• _PROMPT_: Only lines holding the word "main" are wanted from the records; copy all of them.

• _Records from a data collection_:
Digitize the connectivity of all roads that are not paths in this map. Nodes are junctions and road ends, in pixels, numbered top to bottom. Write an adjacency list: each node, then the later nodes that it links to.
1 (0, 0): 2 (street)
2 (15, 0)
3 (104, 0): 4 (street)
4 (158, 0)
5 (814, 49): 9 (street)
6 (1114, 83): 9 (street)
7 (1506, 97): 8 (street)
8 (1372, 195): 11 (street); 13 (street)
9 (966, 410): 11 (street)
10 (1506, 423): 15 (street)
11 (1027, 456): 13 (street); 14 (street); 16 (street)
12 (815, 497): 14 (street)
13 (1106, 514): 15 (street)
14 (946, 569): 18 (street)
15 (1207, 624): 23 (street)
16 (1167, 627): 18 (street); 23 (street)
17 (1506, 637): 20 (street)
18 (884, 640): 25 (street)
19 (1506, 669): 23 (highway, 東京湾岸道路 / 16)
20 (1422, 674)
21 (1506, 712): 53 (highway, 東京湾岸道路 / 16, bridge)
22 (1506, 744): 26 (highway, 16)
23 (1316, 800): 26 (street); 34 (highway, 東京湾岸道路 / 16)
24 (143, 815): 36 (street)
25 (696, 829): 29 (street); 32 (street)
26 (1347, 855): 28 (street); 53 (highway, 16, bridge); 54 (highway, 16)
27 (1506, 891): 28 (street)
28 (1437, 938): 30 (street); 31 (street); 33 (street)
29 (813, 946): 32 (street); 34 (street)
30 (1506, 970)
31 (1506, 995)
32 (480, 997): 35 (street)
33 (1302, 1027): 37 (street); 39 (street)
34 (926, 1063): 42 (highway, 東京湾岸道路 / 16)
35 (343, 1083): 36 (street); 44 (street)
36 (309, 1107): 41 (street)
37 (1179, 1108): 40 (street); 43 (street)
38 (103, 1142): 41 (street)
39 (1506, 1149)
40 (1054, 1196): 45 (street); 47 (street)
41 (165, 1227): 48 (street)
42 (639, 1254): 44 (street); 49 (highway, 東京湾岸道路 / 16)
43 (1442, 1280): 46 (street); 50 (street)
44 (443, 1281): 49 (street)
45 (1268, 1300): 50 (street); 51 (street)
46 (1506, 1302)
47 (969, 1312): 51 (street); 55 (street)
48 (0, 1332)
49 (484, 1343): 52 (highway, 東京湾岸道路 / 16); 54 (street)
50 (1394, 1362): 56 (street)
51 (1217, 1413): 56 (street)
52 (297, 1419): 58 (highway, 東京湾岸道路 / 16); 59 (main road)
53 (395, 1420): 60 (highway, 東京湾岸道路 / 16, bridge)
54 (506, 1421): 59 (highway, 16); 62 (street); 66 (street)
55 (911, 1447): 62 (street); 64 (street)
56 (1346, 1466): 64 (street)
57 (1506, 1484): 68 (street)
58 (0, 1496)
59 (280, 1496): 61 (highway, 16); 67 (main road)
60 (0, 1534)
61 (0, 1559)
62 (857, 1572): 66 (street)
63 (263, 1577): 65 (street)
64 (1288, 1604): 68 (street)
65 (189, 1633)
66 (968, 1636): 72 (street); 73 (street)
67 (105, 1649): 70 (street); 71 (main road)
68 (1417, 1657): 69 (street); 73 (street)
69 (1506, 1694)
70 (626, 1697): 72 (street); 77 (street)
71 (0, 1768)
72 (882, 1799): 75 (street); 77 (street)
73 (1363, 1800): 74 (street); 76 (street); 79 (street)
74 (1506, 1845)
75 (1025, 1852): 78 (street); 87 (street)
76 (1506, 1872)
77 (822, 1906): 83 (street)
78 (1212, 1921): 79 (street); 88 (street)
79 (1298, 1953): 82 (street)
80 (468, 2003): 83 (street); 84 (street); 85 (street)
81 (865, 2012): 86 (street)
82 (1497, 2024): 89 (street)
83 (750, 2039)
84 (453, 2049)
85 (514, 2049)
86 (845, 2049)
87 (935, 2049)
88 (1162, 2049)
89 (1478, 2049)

• _COMPLETED EXERCISE_:
52 (297, 1419): 58 (highway, 東京湾岸道路 / 16); 59 (main road)
59 (280, 1496): 61 (highway, 16); 67 (main road)
67 (105, 1649): 70 (street); 71 (main road)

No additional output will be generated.